Generally you don't keep them in sync in that way unless there is a reason to do so. Your entire premise is flawed. Most of the domain logic in an SPA, like any application, should be in the server. Only logic pertaining to the user interface should be in the client.
So just to be clear on terminology. I assume that when you say "domain logic" you mean the core business logic of the application, the thing that makes your application more than just CRUD operations on resources. It may very well be that your application only needs to store, retrieve, update, and delete some data, in which case I suppose all of the "logic" would be in the client.
But imagine a simple purchasing system where you have inventory items and users are able to add items to a shopping cart for purchase. Imagine then that you need to know whether or not an item is in inventory or out of stock and if it's out of stock your particular use case does not allow a purchase to take place on an out-of-stock item. In this scenario I don't think you would be doing the right thing if you did not have this requirement checking logic in your back-end.
You would certainly want to disable the "Buy Now" button on the client if the item was out of stock, but allowing the back-end to process a purchase for the out of stock item simply because an enterprising teenager decided to submit a POST request using curl seems very wrong to me.
The reason for the client to know that the item is out of stock is different from the reason for the back-end to know it. The client needs to know it to disable a button but the back-end needs to know it to prevent an incorrect charge.
The client's model of the state of the system might just include a purchasable boolean if that is all that is needed, while the server's model may have to take into account a wide variety of reasons, not just whether or not the item is in stock--perhaps the item is not shippable to the current user's location or perhaps the current user has a 35% coupon in their account and the margin on the item is less than 35%. Chances are that the reasons for an item being purchasable or not is more complex to the server than the client, and it's very unlikely that a business system would allow the business logic to be made available to anyone who can download the JS files for the site (every visitor!).
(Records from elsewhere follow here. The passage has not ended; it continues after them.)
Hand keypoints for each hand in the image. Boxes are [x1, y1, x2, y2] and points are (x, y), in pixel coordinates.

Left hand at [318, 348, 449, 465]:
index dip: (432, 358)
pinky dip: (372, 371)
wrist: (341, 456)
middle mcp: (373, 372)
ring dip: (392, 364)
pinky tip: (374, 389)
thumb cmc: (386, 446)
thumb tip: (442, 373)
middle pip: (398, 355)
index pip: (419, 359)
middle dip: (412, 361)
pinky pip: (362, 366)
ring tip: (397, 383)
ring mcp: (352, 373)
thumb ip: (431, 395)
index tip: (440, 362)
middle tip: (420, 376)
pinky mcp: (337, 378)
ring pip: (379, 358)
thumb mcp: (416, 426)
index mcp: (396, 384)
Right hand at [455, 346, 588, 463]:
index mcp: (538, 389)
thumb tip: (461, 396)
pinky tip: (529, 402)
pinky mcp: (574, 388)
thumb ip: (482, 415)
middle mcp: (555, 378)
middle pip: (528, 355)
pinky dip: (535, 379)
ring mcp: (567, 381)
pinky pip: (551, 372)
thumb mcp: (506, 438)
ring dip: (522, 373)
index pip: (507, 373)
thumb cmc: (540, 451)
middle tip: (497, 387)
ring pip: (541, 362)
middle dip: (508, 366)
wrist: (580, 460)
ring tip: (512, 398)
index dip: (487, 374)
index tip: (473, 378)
Perhaps the server in that case simply removes the item from the list of results in a query for the purchasable items. The client cannot by definition apply any business domain logic to this item because it does not know that the item exists in the first place.
What if you next want to deploy a native mobile application? Are you going to recreate all of your business domain logic in each new client? What if the system has gotten so large that there are hundreds of rules?
One of the key takeaways of experienced software developers should be that there can and will be multiple models in a system.